There’s been so much debated about team India. Cricketopinions gives you another angle to choose from.


Strengths: The most harnessed strength of the Indian cricket team is its batting. We have had some of the world’s best batsmen in our team for some years now – Sunil Gavaskar, Sachin Tendulkar, etc. But it is consciously that the word harnessed is used.

That is because the Indians’ playing conditions, physique and strategic abilities really promote the growth of spin bowling in the country. Although there are sufficient spin bowlers playing first class and list A cricket, there is no youngster whose future in international cricket is guaranteed. There was a time when India played with four spinners who started operating sometimes even from the fourth or the fifth over. Unfortunately, it was not often that the four of them all played a match together. Therefore, spin is also India’s strength.

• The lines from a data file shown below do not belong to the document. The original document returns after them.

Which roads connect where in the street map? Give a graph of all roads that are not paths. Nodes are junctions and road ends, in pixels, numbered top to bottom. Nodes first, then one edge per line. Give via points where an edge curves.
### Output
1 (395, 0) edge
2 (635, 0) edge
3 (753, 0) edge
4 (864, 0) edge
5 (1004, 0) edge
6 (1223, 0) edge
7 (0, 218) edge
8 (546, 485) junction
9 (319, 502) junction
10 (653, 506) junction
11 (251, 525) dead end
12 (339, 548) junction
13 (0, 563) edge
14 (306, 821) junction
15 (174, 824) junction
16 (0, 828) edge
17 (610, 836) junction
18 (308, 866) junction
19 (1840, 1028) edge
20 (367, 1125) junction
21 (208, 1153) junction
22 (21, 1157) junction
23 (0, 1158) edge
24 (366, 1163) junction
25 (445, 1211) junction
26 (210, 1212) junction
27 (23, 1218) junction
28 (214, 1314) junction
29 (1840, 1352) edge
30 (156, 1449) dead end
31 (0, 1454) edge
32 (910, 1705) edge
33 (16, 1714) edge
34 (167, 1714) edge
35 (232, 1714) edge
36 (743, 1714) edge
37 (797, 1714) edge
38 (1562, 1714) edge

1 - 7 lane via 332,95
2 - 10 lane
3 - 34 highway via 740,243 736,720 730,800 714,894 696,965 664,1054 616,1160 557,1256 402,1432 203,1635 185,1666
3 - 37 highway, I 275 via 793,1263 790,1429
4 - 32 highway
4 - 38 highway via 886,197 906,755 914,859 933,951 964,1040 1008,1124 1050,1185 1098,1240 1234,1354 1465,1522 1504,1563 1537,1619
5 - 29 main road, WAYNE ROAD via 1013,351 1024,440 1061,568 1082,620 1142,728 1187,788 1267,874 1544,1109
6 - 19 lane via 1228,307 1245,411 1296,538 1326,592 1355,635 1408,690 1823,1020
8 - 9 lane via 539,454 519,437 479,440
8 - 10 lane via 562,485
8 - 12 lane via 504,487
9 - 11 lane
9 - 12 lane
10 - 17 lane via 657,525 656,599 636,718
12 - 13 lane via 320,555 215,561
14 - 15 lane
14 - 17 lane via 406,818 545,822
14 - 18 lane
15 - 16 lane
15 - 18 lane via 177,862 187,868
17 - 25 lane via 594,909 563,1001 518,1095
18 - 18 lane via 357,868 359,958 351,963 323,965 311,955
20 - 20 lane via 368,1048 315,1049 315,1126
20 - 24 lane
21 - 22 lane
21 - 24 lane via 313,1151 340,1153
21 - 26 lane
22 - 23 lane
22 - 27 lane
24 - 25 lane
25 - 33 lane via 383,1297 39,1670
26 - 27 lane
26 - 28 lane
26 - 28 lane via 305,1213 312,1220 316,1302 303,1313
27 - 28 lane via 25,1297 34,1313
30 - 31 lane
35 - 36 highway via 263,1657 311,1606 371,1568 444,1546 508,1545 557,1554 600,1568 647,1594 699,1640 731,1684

Weaknesses: The most prominent weakness of the Indian team is its fielding. Although we have had good fielders like Jadeja and the Yuvraj in recent times and Solkar and Venkat earlier, there has not been one team where the spectators can count on any given player in the team to pick up that ball soaring high in the air. This of course is a controllable weakness which I believe will improve with the generations.

Another weakness is that although we have a very strong batting, if it collapses, it collapses wholesale. It is not like the Australian team where on can assume that even after the fall of Hayden, Ponting and Hussey, Clarke and Symonds will still do the job for you. We have very capable batsmen all the way to number seven, but somehow, if there are a few wickets lost early, one is pretty sure that there will be no recovery.


Opportunities: India has had some good pace bowlers but never a strong pace line up. Nevertheless, this seems to be improving. There are a lot of aspiring and more importantly promising pace bowlers in the junior ranks around the country. Some of them have already come towards the apex. Assuming that their bodies hold on and that they don’t suffer early burnouts what with the sharply increasing amount of junior cricket, India has a good fast future.


Threats: The Indian cricket set up is starting to give too much importance to the junior levels of cricket. Let alone early burnout, a promising under thirteen cricketer who probably even represented his state could get bored of cricket (after all a recreation) after that junior level with the coaches squeezing out all the juice from him. Another looming but long term threat is that India may soon lose out in the cricket arena with the growth of the ‘minnows.’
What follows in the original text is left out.